ASSIGNMENT. Reproduce the data exactly and drop any pictures it holds.

RECORDS TO PROCESS: Begin

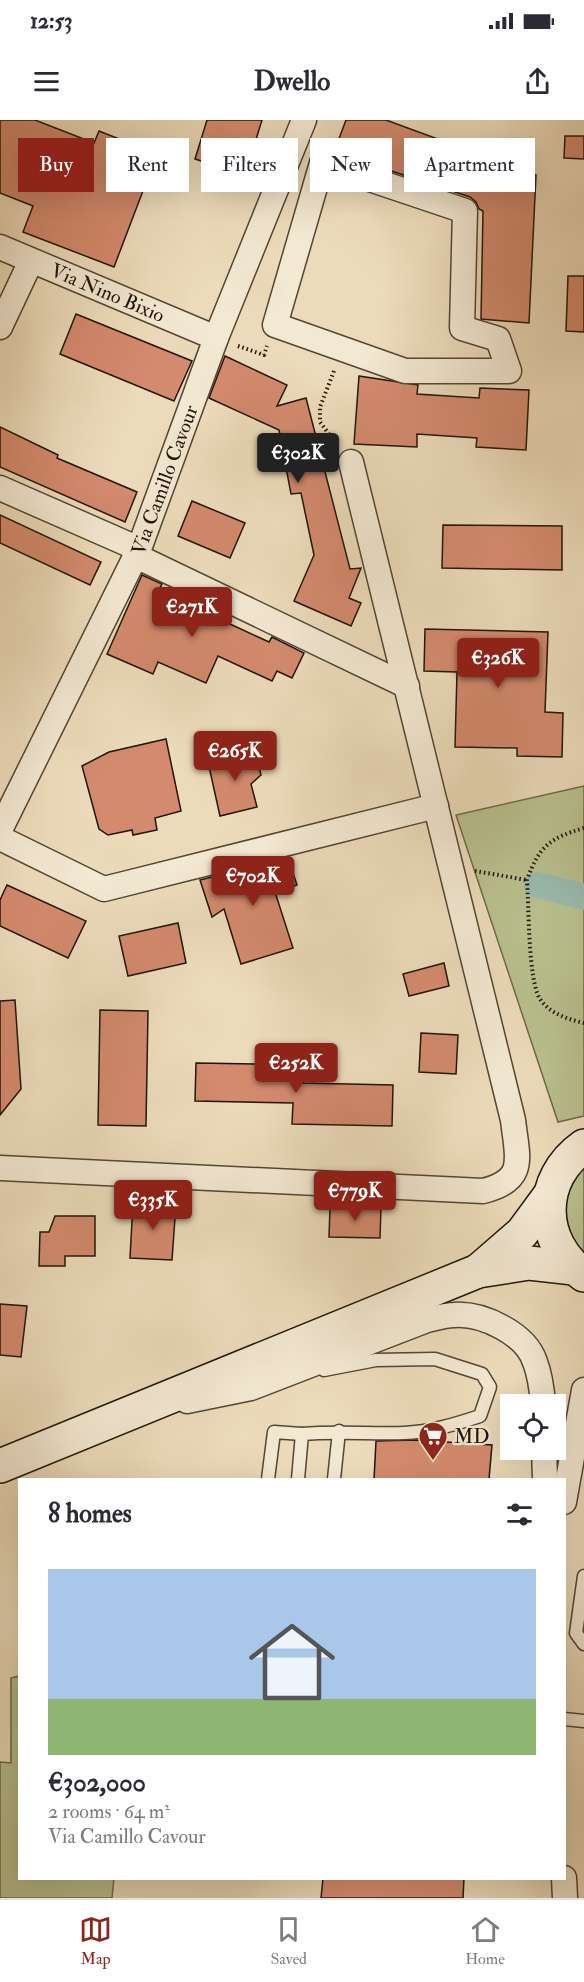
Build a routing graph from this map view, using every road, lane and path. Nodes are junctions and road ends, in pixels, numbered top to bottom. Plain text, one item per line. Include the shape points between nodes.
1 (304, 120) edge
2 (0, 247) edge
3 (31, 261) junction
4 (275, 325) junction
5 (0, 327) edge
6 (216, 338) junction
7 (336, 365) dead end
8 (351, 462) joint
9 (0, 488) edge
10 (138, 553) junction
11 (407, 686) junction
12 (436, 806) junction
13 (584, 828) edge
14 (0, 830) edge
15 (0, 838) edge
16 (451, 867) junction
17 (527, 880) junction
18 (584, 1023) edge
19 (584, 1146) edge
20 (0, 1168) edge
21 (550, 1195) junction
22 (478, 1271) junction
23 (579, 1272) edge
24 (276, 1378) junction
25 (584, 1390) edge
26 (541, 1394) edge
27 (132, 1413) junction
28 (339, 1431) junction
29 (302, 1434) junction
30 (544, 1460) edge
31 (0, 1466) edge
32 (268, 1478) edge
33 (298, 1478) edge
34 (334, 1478) edge
35 (545, 1478) edge
36 (566, 1491) edge
37 (584, 1576) edge
38 (584, 1644) edge
39 (566, 1719) edge
40 (584, 1721) edge
41 (564, 1880) edge
42 (565, 1898) edge

1 - 6 street, Via Camillo Cavour
2 - 3 street, Via Nino Bixio
3 - 5 street
3 - 6 street, Via Nino Bixio
4 - 4 street via 322,163 465,211 462,328 498,339 509,371 405,372
4 - 6 path via 264,355
6 - 10 street, Via Camillo Cavour
7 - 8 path via 320,407 320,422
8 - 11 street
9 - 10 street
10 - 11 street
10 - 14 street, Via Camillo Cavour
11 - 12 street
12 - 15 street via 104,889
12 - 16 street
13 - 17 path via 545,846
16 - 17 path
16 - 20 street via 511,1113 517,1158 513,1177 503,1186 483,1191
17 - 18 path via 534,988 551,1010
19 - 21 main road via 558,1173
21 - 22 main road via 522,1233
21 - 23 main road via 552,1235 561,1253
22 - 23 main road via 529,1263
22 - 27 main road
24 - 26 street via 427,1320 456,1314 500,1326 519,1340 535,1360
24 - 27 street via 251,1388
24 - 28 lane via 376,1360 435,1359 482,1374 490,1387 480,1416 447,1426 405,1433
25 - 36 street
27 - 31 main road
28 - 29 lane
28 - 34 lane
29 - 32 lane via 274,1432
29 - 33 lane
30 - 35 street
37 - 38 lane via 576,1633
39 - 40 lane
41 - 42 street

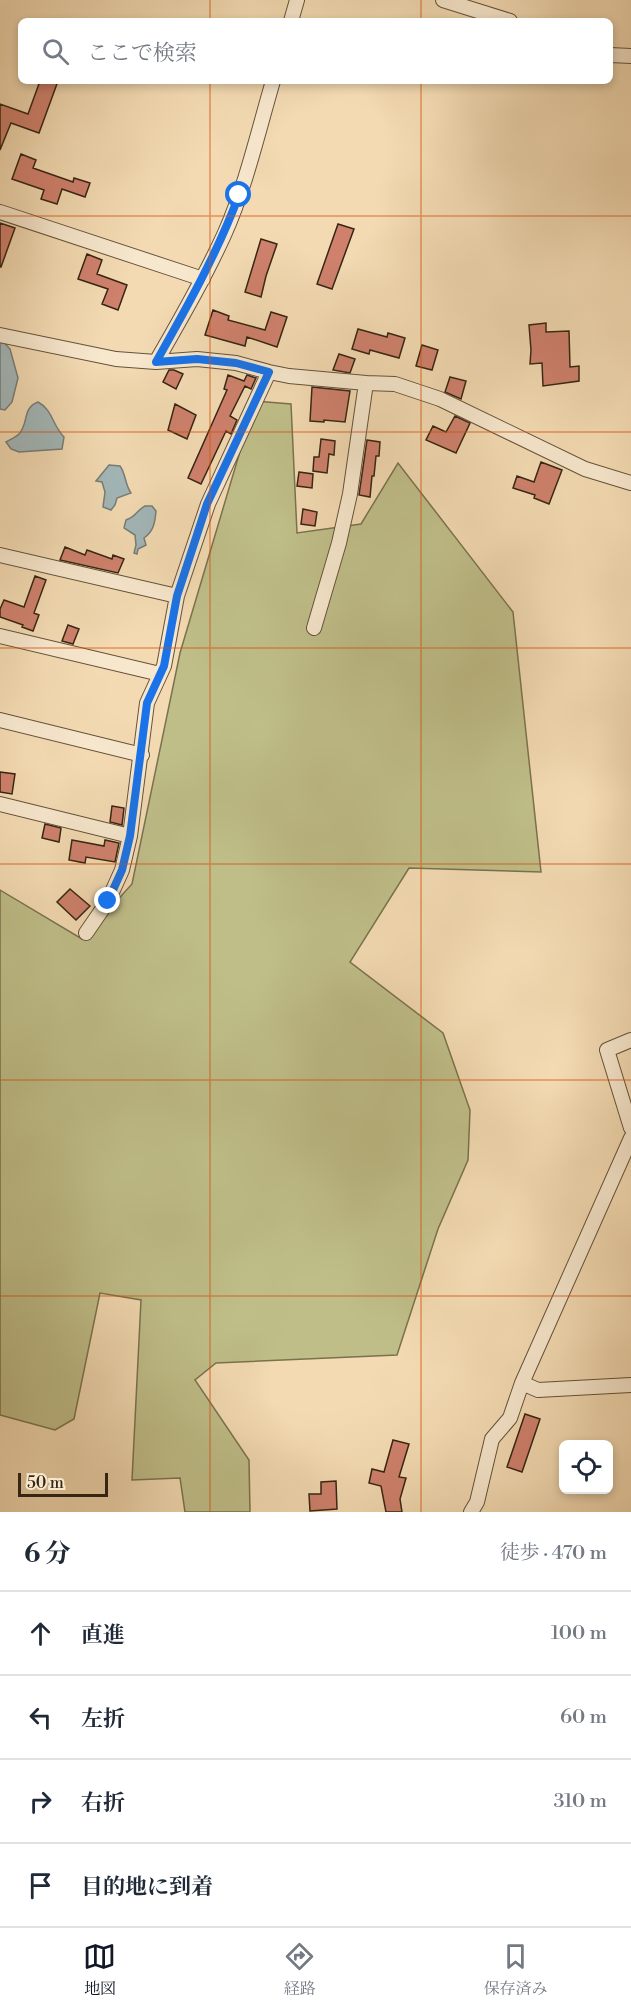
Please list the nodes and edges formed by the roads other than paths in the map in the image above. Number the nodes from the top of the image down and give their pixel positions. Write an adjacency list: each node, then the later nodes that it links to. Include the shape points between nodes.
1 (297, 0): 3 (street)
2 (445, 0): 4 (street)
3 (292, 18)
4 (501, 18)
5 (613, 55): 6 (street)
6 (631, 56)
7 (272, 84): 9 (street, via 239,195)
8 (0, 212): 9 (street)
9 (203, 279): 11 (street)
10 (0, 335): 11 (street, via 116,359)
11 (156, 362): 12 (street, via 197,359)
12 (269, 372): 13 (street); 16 (street, via 207,504)
13 (366, 383): 14 (street, via 395,384 440,399 585,469); 17 (street, via 350,494)
14 (631, 483)
15 (0, 555): 16 (street)
16 (177, 596): 19 (street)
17 (314, 628)
18 (0, 636): 19 (street)
19 (160, 674): 21 (street, via 147,703)
20 (0, 720): 21 (street)
21 (142, 755): 23 (street)
22 (0, 804): 23 (street)
23 (130, 836): 24 (street, via 122,870 108,901)
24 (86, 933)
25 (631, 1040): 26 (street, via 606,1050)
26 (631, 1128)
27 (631, 1138): 28 (street)
28 (522, 1383): 29 (street, via 538,1390); 30 (street, via 510,1418 492,1439 477,1502)
29 (631, 1385)
30 (471, 1512)

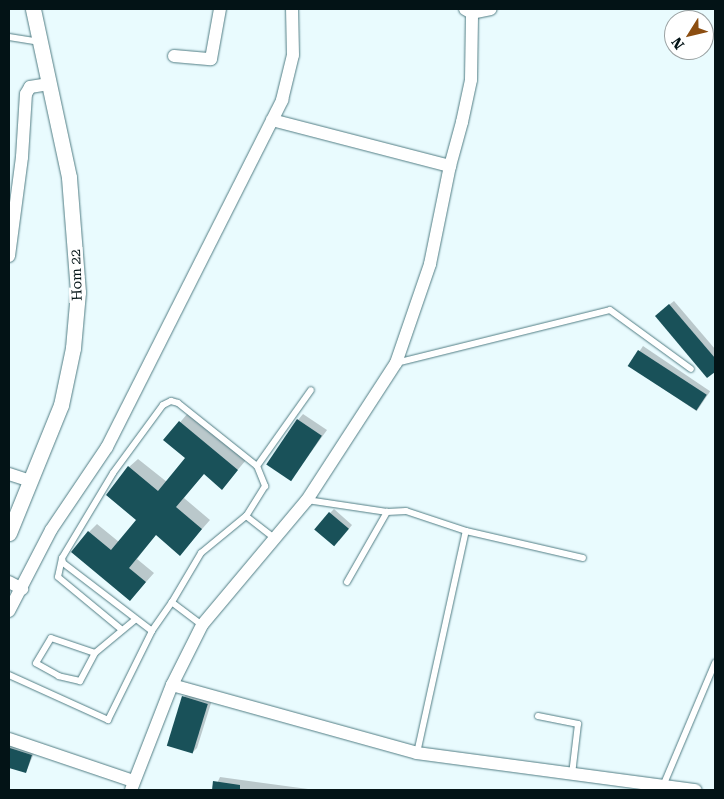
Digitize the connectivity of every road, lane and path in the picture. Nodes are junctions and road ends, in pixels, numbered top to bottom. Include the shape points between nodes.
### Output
1 (33, 9) edge
2 (220, 9) edge
3 (292, 9) edge
4 (491, 9) edge
5 (468, 11) edge
6 (9, 37) edge
7 (40, 42) junction
8 (174, 56) dead end
9 (49, 84) junction
10 (272, 120) junction
11 (450, 166) junction
12 (9, 256) edge
13 (396, 363) junction
14 (691, 369) dead end
15 (311, 390) dead end
16 (257, 466) junction
17 (9, 474) edge
18 (31, 481) junction
19 (307, 500) junction
20 (387, 512) junction
21 (246, 516) junction
22 (466, 531) junction
23 (9, 533) edge
24 (273, 537) junction
25 (62, 558) junction
26 (582, 558) dead end
27 (9, 582) edge
28 (347, 582) dead end
29 (22, 589) junction
30 (172, 602) junction
31 (9, 611) edge
32 (136, 619) junction
33 (202, 624) junction
34 (122, 630) junction
35 (152, 631) junction
36 (95, 653) junction
37 (715, 663) edge
38 (9, 675) edge
39 (172, 685) junction
40 (538, 716) dead end
41 (9, 739) edge
42 (417, 753) junction
43 (572, 775) junction
44 (132, 785) edge
45 (663, 786) junction
46 (696, 790) edge

1 - 7 street, Hom 22
2 - 8 street via 211,59
3 - 10 street via 294,55 282,100
4 - 5 street
5 - 11 street via 471,80
6 - 7 lane
7 - 9 street, Hom 22
9 - 12 street via 30,87 26,94 22,157
9 - 18 street, Hom 22 via 69,177 78,292 61,405
10 - 11 street
10 - 29 street via 107,447 51,530
11 - 13 street via 430,264
13 - 14 lane via 610,310
13 - 19 street
15 - 16 lane
16 - 21 lane via 265,486
16 - 25 lane via 178,403 171,401 163,405 113,473
17 - 18 street
18 - 23 street, Hom 22
19 - 20 lane
19 - 24 street
20 - 22 lane via 406,511
20 - 28 lane
21 - 24 lane
21 - 30 lane via 201,553
22 - 26 lane
22 - 42 lane
24 - 33 street
25 - 32 lane via 63,563
25 - 34 lane via 58,577
27 - 29 street
29 - 31 street
30 - 33 lane
30 - 35 lane
32 - 34 lane
32 - 35 lane
33 - 39 street
34 - 36 lane
35 - 38 lane via 108,720
36 - 36 lane via 51,638 36,663 59,676 80,681
37 - 45 lane
39 - 42 street
39 - 44 street
40 - 43 lane via 578,724
41 - 44 street
42 - 43 street
43 - 45 street
45 - 46 street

RECORDS TO PROCESS: End

ANSWER BOX.
Build a routing graph from this map view, using every road, lane and path. Nodes are junctions and road ends, in pixels, numbered top to bottom. Plain text, one item per line. Include the shape points between nodes.
1 (304, 120) edge
2 (0, 247) edge
3 (31, 261) junction
4 (275, 325) junction
5 (0, 327) edge
6 (216, 338) junction
7 (336, 365) dead end
8 (351, 462) joint
9 (0, 488) edge
10 (138, 553) junction
11 (407, 686) junction
12 (436, 806) junction
13 (584, 828) edge
14 (0, 830) edge
15 (0, 838) edge
16 (451, 867) junction
17 (527, 880) junction
18 (584, 1023) edge
19 (584, 1146) edge
20 (0, 1168) edge
21 (550, 1195) junction
22 (478, 1271) junction
23 (579, 1272) edge
24 (276, 1378) junction
25 (584, 1390) edge
26 (541, 1394) edge
27 (132, 1413) junction
28 (339, 1431) junction
29 (302, 1434) junction
30 (544, 1460) edge
31 (0, 1466) edge
32 (268, 1478) edge
33 (298, 1478) edge
34 (334, 1478) edge
35 (545, 1478) edge
36 (566, 1491) edge
37 (584, 1576) edge
38 (584, 1644) edge
39 (566, 1719) edge
40 (584, 1721) edge
41 (564, 1880) edge
42 (565, 1898) edge

1 - 6 street, Via Camillo Cavour
2 - 3 street, Via Nino Bixio
3 - 5 street
3 - 6 street, Via Nino Bixio
4 - 4 street via 322,163 465,211 462,328 498,339 509,371 405,372
4 - 6 path via 264,355
6 - 10 street, Via Camillo Cavour
7 - 8 path via 320,407 320,422
8 - 11 street
9 - 10 street
10 - 11 street
10 - 14 street, Via Camillo Cavour
11 - 12 street
12 - 15 street via 104,889
12 - 16 street
13 - 17 path via 545,846
16 - 17 path
16 - 20 street via 511,1113 517,1158 513,1177 503,1186 483,1191
17 - 18 path via 534,988 551,1010
19 - 21 main road via 558,1173
21 - 22 main road via 522,1233
21 - 23 main road via 552,1235 561,1253
22 - 23 main road via 529,1263
22 - 27 main road
24 - 26 street via 427,1320 456,1314 500,1326 519,1340 535,1360
24 - 27 street via 251,1388
24 - 28 lane via 376,1360 435,1359 482,1374 490,1387 480,1416 447,1426 405,1433
25 - 36 street
27 - 31 main road
28 - 29 lane
28 - 34 lane
29 - 32 lane via 274,1432
29 - 33 lane
30 - 35 street
37 - 38 lane via 576,1633
39 - 40 lane
41 - 42 street

Please list the nodes and edges formed by the roads other than paths in the map in the image above. Number the nodes from the top of the image down and give their pixel positions. Write an adjacency list: each node, then the later nodes that it links to. Include the shape points between nodes.
1 (297, 0): 3 (street)
2 (445, 0): 4 (street)
3 (292, 18)
4 (501, 18)
5 (613, 55): 6 (street)
6 (631, 56)
7 (272, 84): 9 (street, via 239,195)
8 (0, 212): 9 (street)
9 (203, 279): 11 (street)
10 (0, 335): 11 (street, via 116,359)
11 (156, 362): 12 (street, via 197,359)
12 (269, 372): 13 (street); 16 (street, via 207,504)
13 (366, 383): 14 (street, via 395,384 440,399 585,469); 17 (street, via 350,494)
14 (631, 483)
15 (0, 555): 16 (street)
16 (177, 596): 19 (street)
17 (314, 628)
18 (0, 636): 19 (street)
19 (160, 674): 21 (street, via 147,703)
20 (0, 720): 21 (street)
21 (142, 755): 23 (street)
22 (0, 804): 23 (street)
23 (130, 836): 24 (street, via 122,870 108,901)
24 (86, 933)
25 (631, 1040): 26 (street, via 606,1050)
26 (631, 1128)
27 (631, 1138): 28 (street)
28 (522, 1383): 29 (street, via 538,1390); 30 (street, via 510,1418 492,1439 477,1502)
29 (631, 1385)
30 (471, 1512)

Digitize the connectivity of every road, lane and path in the picture. Nodes are junctions and road ends, in pixels, numbered top to bottom. Include the shape points between nodes.
### Output
1 (33, 9) edge
2 (220, 9) edge
3 (292, 9) edge
4 (491, 9) edge
5 (468, 11) edge
6 (9, 37) edge
7 (40, 42) junction
8 (174, 56) dead end
9 (49, 84) junction
10 (272, 120) junction
11 (450, 166) junction
12 (9, 256) edge
13 (396, 363) junction
14 (691, 369) dead end
15 (311, 390) dead end
16 (257, 466) junction
17 (9, 474) edge
18 (31, 481) junction
19 (307, 500) junction
20 (387, 512) junction
21 (246, 516) junction
22 (466, 531) junction
23 (9, 533) edge
24 (273, 537) junction
25 (62, 558) junction
26 (582, 558) dead end
27 (9, 582) edge
28 (347, 582) dead end
29 (22, 589) junction
30 (172, 602) junction
31 (9, 611) edge
32 (136, 619) junction
33 (202, 624) junction
34 (122, 630) junction
35 (152, 631) junction
36 (95, 653) junction
37 (715, 663) edge
38 (9, 675) edge
39 (172, 685) junction
40 (538, 716) dead end
41 (9, 739) edge
42 (417, 753) junction
43 (572, 775) junction
44 (132, 785) edge
45 (663, 786) junction
46 (696, 790) edge

1 - 7 street, Hom 22
2 - 8 street via 211,59
3 - 10 street via 294,55 282,100
4 - 5 street
5 - 11 street via 471,80
6 - 7 lane
7 - 9 street, Hom 22
9 - 12 street via 30,87 26,94 22,157
9 - 18 street, Hom 22 via 69,177 78,292 61,405
10 - 11 street
10 - 29 street via 107,447 51,530
11 - 13 street via 430,264
13 - 14 lane via 610,310
13 - 19 street
15 - 16 lane
16 - 21 lane via 265,486
16 - 25 lane via 178,403 171,401 163,405 113,473
17 - 18 street
18 - 23 street, Hom 22
19 - 20 lane
19 - 24 street
20 - 22 lane via 406,511
20 - 28 lane
21 - 24 lane
21 - 30 lane via 201,553
22 - 26 lane
22 - 42 lane
24 - 33 street
25 - 32 lane via 63,563
25 - 34 lane via 58,577
27 - 29 street
29 - 31 street
30 - 33 lane
30 - 35 lane
32 - 34 lane
32 - 35 lane
33 - 39 street
34 - 36 lane
35 - 38 lane via 108,720
36 - 36 lane via 51,638 36,663 59,676 80,681
37 - 45 lane
39 - 42 street
39 - 44 street
40 - 43 lane via 578,724
41 - 44 street
42 - 43 street
43 - 45 street
45 - 46 street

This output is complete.